# Nitrous on a 98 SE-R



## nismotuner (Jul 10, 2002)

I have blown up my 98 SE-R twice using my NX kit both within 3 seconds of the Nitrous flow. That however was due to the installers of the kit not putting the jets in for a 50 shot. (NX told me with no jets it was close to a 200 shot.) My question is should I be able to squeeze a 35 shot on my SE-R without having it pop. I am just a little nervouse about it after hearing my car go BANG! twice already. So if anyone has run or is running nitrous without the JWT program please let me know how your car runs. By the way it is a new motor this time, not the same one that was popped twice before.


----------



## chimmike (Oct 17, 2002)

if the NX kit was installed correctly (WET KIT!) you could safely run a 75 shot on the SR20DE.

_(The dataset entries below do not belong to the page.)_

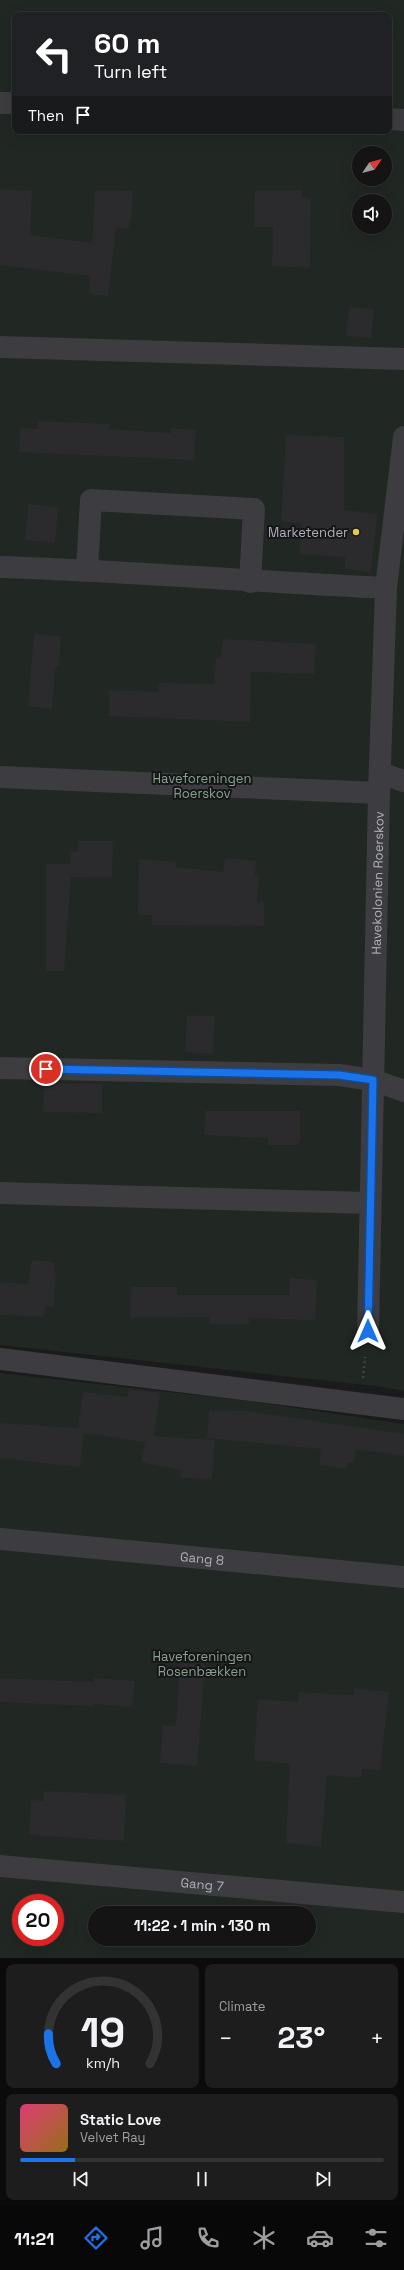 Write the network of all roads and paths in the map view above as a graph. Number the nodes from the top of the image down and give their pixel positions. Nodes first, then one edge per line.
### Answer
1 (0, 103) edge
2 (12, 103) edge
3 (392, 120) edge
4 (404, 120) edge
5 (0, 347) edge
6 (404, 359) edge
7 (404, 437) edge
8 (403, 462) edge
9 (0, 567) edge
10 (87, 570) junction
11 (250, 582) junction
12 (386, 588) junction
13 (0, 776) edge
14 (404, 781) edge
15 (379, 783) junction
16 (0, 1068) edge
17 (373, 1080) junction
18 (404, 1091) edge
19 (0, 1193) edge
20 (369, 1202) junction
21 (368, 1331) joint
22 (0, 1359) edge
23 (361, 1402) junction
24 (404, 1409) edge
25 (0, 1539) edge
26 (404, 1577) edge
27 (0, 1866) edge
28 (404, 1902) edge

1 - 2 lane
3 - 4 lane
5 - 6 lane
7 - 8 lane, Havekolonien Roerskov
8 - 12 lane, Havekolonien Roerskov
9 - 10 lane
10 - 11 lane
10 - 11 lane
11 - 12 lane
12 - 15 lane, Havekolonien Roerskov
13 - 15 lane
14 - 15 lane
15 - 17 lane, Havekolonien Roerskov
16 - 17 lane
17 - 18 lane
17 - 20 lane, Havekolonien Roerskov
19 - 20 lane
20 - 21 lane, Havekolonien Roerskov
21 - 23 path
22 - 23 lane
23 - 24 lane
25 - 26 lane, Gang 8
27 - 28 lane, Gang 7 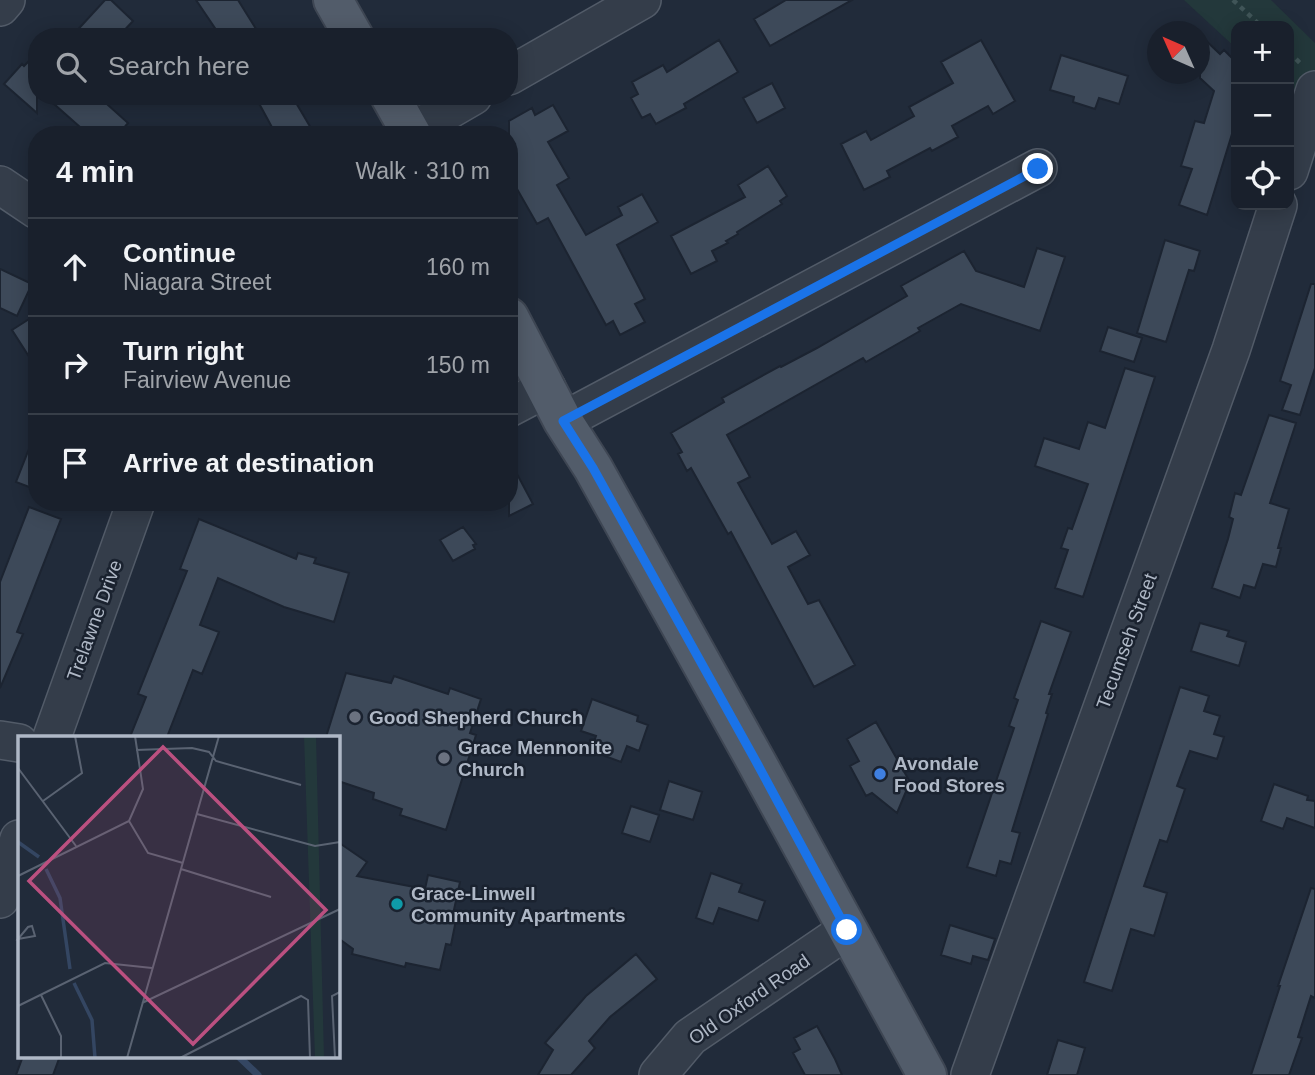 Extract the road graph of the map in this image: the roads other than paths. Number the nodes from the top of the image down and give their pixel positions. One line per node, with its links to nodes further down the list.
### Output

sounds like you need to get reimbursed by the installers of the kit because they didn't know what the heck they were doing!


----------



## nismotuner (Jul 10, 2002)

Unfortunetly it was a hook up from a friends buiseness. They did a great job on the install, all except for the little part about putting the jets in. Do I need to retard my timeing at all?


----------



## chimmike (Oct 17, 2002)

if you haven't advanced it, you're fine. otherwise keep it around 15*.


----------



## nismotuner (Jul 10, 2002)

Thanks for the info.


----------



## nissanphile (Sep 9, 2004)

jetting is *very* important, i've noticed that some shops don't jet the feeds at all. i don't know why but i've seen cars come out of the shops not jetted even on a wet system. which can obviously pose several very serious problems.


----------



## wickedsr20 (Aug 8, 2002)

I have seen a 75 wet shot and a 100 dry shot run reliably for years on a stock SR20DE with minor bolt-ons. It'll take a 35 (wet) shot all day long with ease. Just keep a good eye on your tuning and you'll be good to go.


----------



## chimmike (Oct 17, 2002)

the 100 dry shot HAS to be done with the JWT ECU and programming for the 100 shot!!!!!!!!


----------



## ittamaticstatic (Nov 5, 2003)

The tuning after the instal is very important. Run colder plugs if you havent yet and check them often at first, or after a lot of runs. That should tell you weither or not your comming close to detenation. Little black spots on the porcelian is normal, big ones are bad, signs of running too lean. You also don't want a whole lot of big white spots on the electrodes.

Jets are always good! sorry to hear what happened.


----------



## nissanphile (Sep 9, 2004)

actually nothing happened, the engine bogged everytime he got on the button and i figured the only reason for that would be running rich. So we checked the bottle and the hoses and there weren't any jets. $50 for a test bottle of nitrous and we were pulling ETs 2 seconds faster. haven't had it on the dyno but the jets and the math suggests we're getting a good 75hp+ gain with no detonation. before too long i want to tune it more but he's saving up for forced induction.


----------



## nismotuner (Jul 10, 2002)

Thanks for all your posts I am feeling alot better about squeezing again. I do have some extras to help with the Nitrous such as ACT clutch, 2 degree colder plugs, new wires (NGK blues), cap & rotor, and I always ad an octane booster. Thanks again for answering my questions.


----------